=== WHAT THE TASK REQUIRES ===
Copy everything in the listing below word for word, apart from any images.

------------------------------------------------

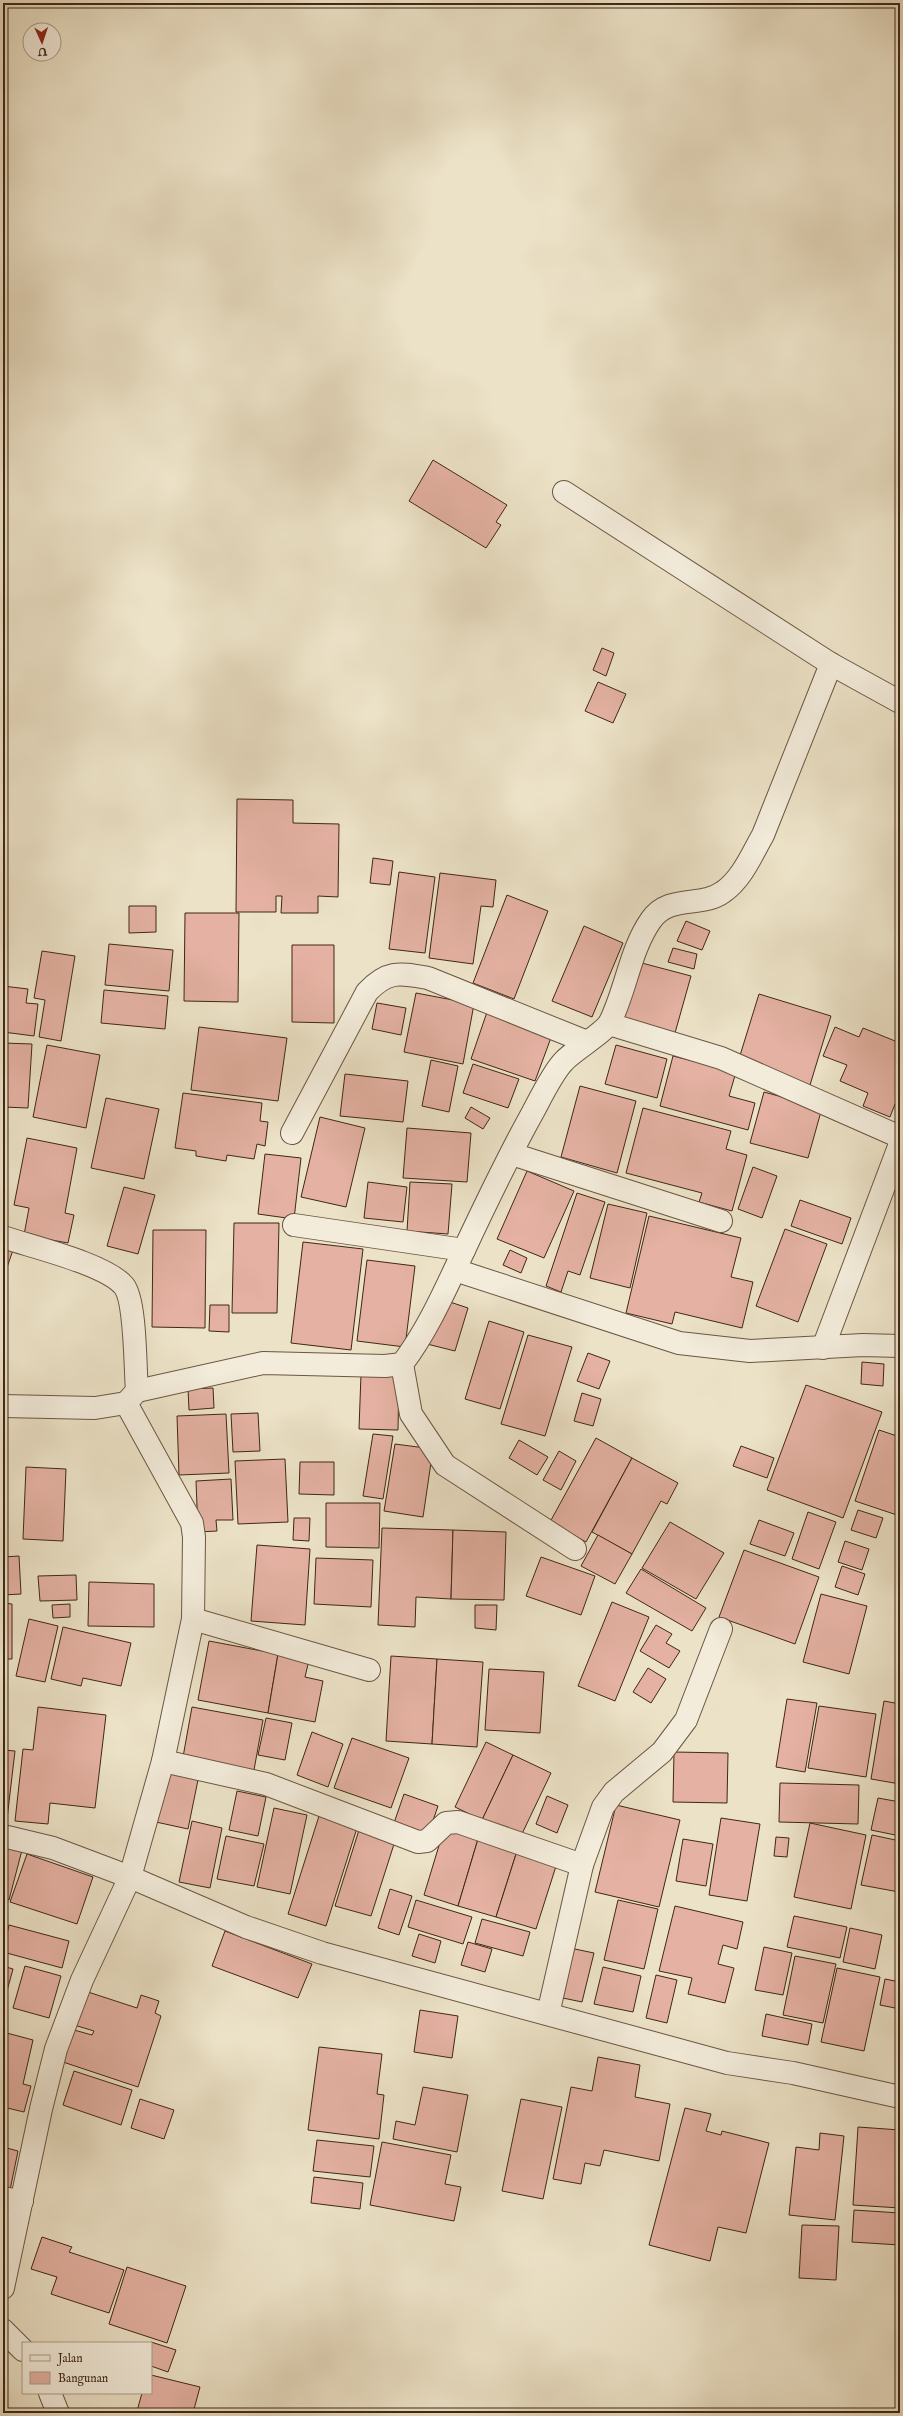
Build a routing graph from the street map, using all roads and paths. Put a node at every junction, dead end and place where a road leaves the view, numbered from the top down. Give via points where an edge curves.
1 (564, 492) dead end
2 (831, 664) junction
3 (900, 702) edge
4 (609, 1024) junction
5 (587, 1042) junction
6 (292, 1133) dead end
7 (900, 1137) edge
8 (900, 1144) edge
9 (512, 1154) junction
10 (721, 1221) dead end
11 (294, 1225) dead end
12 (3, 1237) edge
13 (464, 1250) junction
14 (455, 1270) junction
15 (900, 1346) edge
16 (823, 1348) junction
17 (402, 1364) junction
18 (131, 1397) junction
19 (3, 1406) edge
20 (575, 1549) dead end
21 (193, 1619) junction
22 (721, 1629) dead end
23 (369, 1670) dead end
24 (163, 1761) junction
25 (3, 1836) edge
26 (582, 1866) junction
27 (130, 1877) junction
28 (548, 2014) junction
29 (900, 2097) edge
30 (13, 2200) edge
31 (3, 2288) edge
32 (3, 2330) edge
33 (22, 2349) edge
34 (50, 2394) edge
35 (58, 2413) edge

1 - 2 street
2 - 3 street
2 - 4 street via 763,835 749,860 733,884 722,893 669,906 660,910 651,920 643,934
4 - 5 street
4 - 7 street via 721,1058
5 - 6 street via 428,978 401,973 380,978 367,992
5 - 9 street via 563,1062
8 - 16 street
9 - 10 street
9 - 13 street
11 - 13 street
12 - 18 street via 103,1270 124,1286 132,1309
13 - 14 street
14 - 16 street via 679,1344 750,1351
14 - 17 street via 424,1330
15 - 16 street
17 - 18 street via 385,1366 263,1363
17 - 20 street via 411,1414 445,1465
18 - 19 street via 95,1408
18 - 21 street via 192,1523
21 - 23 street
21 - 24 street
22 - 26 street via 686,1720 662,1752 614,1792 603,1807
24 - 26 street via 266,1784 418,1842 428,1841 446,1823 458,1822
24 - 27 street
25 - 27 street via 53,1848
26 - 28 street
27 - 28 street via 246,1927 322,1953
27 - 30 street via 82,1980 56,2049 41,2109
28 - 29 street via 727,2063 793,2073
30 - 31 street
32 - 33 street
34 - 35 street

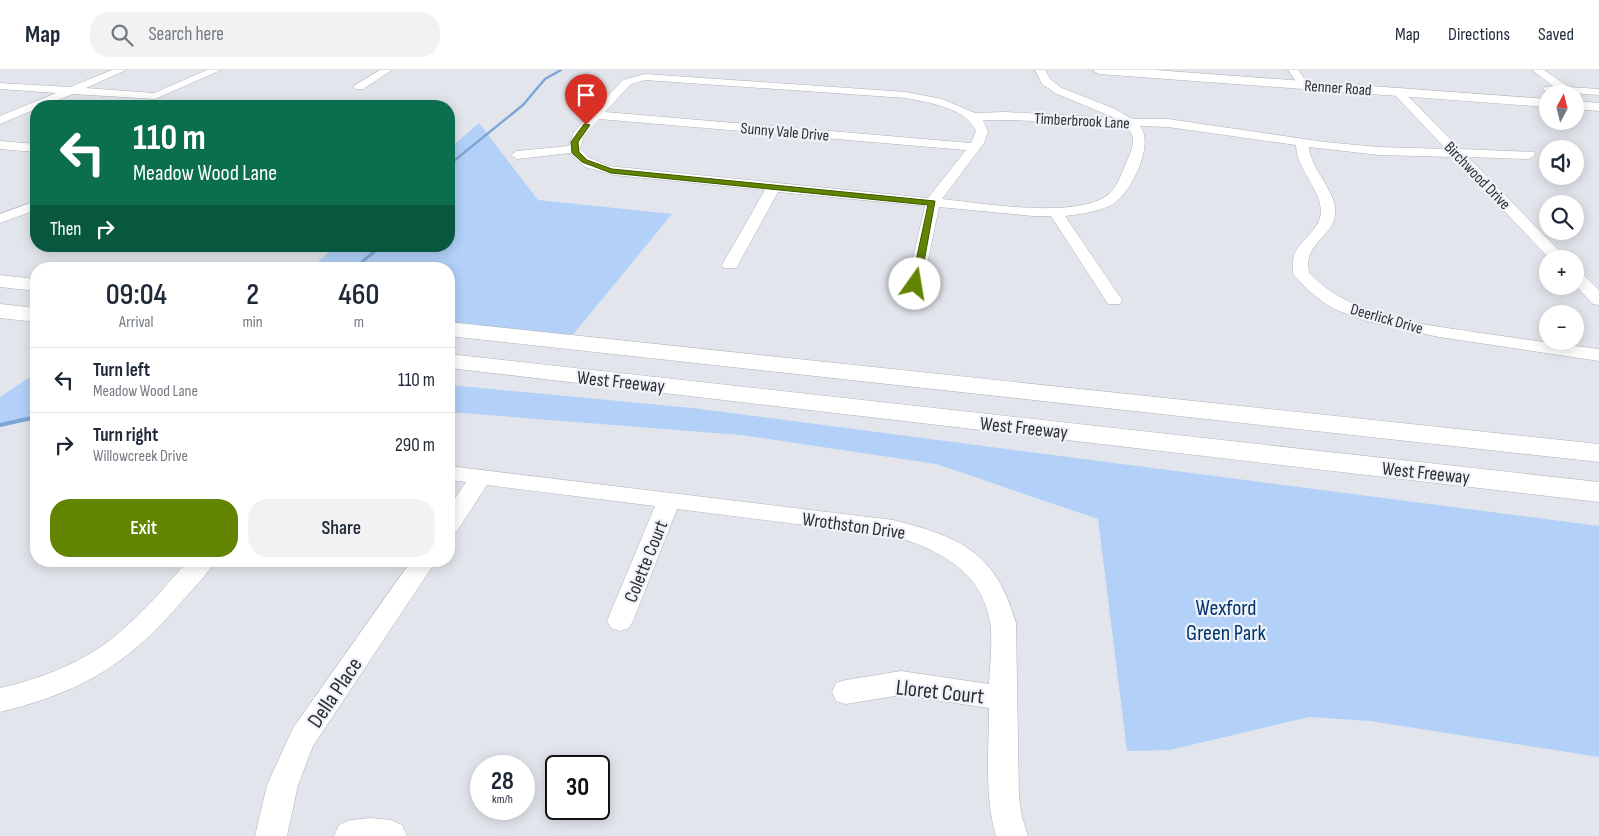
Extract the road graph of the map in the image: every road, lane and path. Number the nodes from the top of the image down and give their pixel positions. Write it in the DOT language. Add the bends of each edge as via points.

------------------------------------------------

=== WRITTEN ANSWER ===
Build a routing graph from the street map, using all roads and paths. Put a node at every junction, dead end and place where a road leaves the view, numbered from the top down. Give via points where an edge curves.
1 (564, 492) dead end
2 (831, 664) junction
3 (900, 702) edge
4 (609, 1024) junction
5 (587, 1042) junction
6 (292, 1133) dead end
7 (900, 1137) edge
8 (900, 1144) edge
9 (512, 1154) junction
10 (721, 1221) dead end
11 (294, 1225) dead end
12 (3, 1237) edge
13 (464, 1250) junction
14 (455, 1270) junction
15 (900, 1346) edge
16 (823, 1348) junction
17 (402, 1364) junction
18 (131, 1397) junction
19 (3, 1406) edge
20 (575, 1549) dead end
21 (193, 1619) junction
22 (721, 1629) dead end
23 (369, 1670) dead end
24 (163, 1761) junction
25 (3, 1836) edge
26 (582, 1866) junction
27 (130, 1877) junction
28 (548, 2014) junction
29 (900, 2097) edge
30 (13, 2200) edge
31 (3, 2288) edge
32 (3, 2330) edge
33 (22, 2349) edge
34 (50, 2394) edge
35 (58, 2413) edge

1 - 2 street
2 - 3 street
2 - 4 street via 763,835 749,860 733,884 722,893 669,906 660,910 651,920 643,934
4 - 5 street
4 - 7 street via 721,1058
5 - 6 street via 428,978 401,973 380,978 367,992
5 - 9 street via 563,1062
8 - 16 street
9 - 10 street
9 - 13 street
11 - 13 street
12 - 18 street via 103,1270 124,1286 132,1309
13 - 14 street
14 - 16 street via 679,1344 750,1351
14 - 17 street via 424,1330
15 - 16 street
17 - 18 street via 385,1366 263,1363
17 - 20 street via 411,1414 445,1465
18 - 19 street via 95,1408
18 - 21 street via 192,1523
21 - 23 street
21 - 24 street
22 - 26 street via 686,1720 662,1752 614,1792 603,1807
24 - 26 street via 266,1784 418,1842 428,1841 446,1823 458,1822
24 - 27 street
25 - 27 street via 53,1848
26 - 28 street
27 - 28 street via 246,1927 322,1953
27 - 30 street via 82,1980 56,2049 41,2109
28 - 29 street via 727,2063 793,2073
30 - 31 street
32 - 33 street
34 - 35 street

Extract the road graph of the map in the image: every road, lane and path. Number the nodes from the top of the image down and give their pixel positions. Write it in the DOT language. Add the bends of each edge as via points.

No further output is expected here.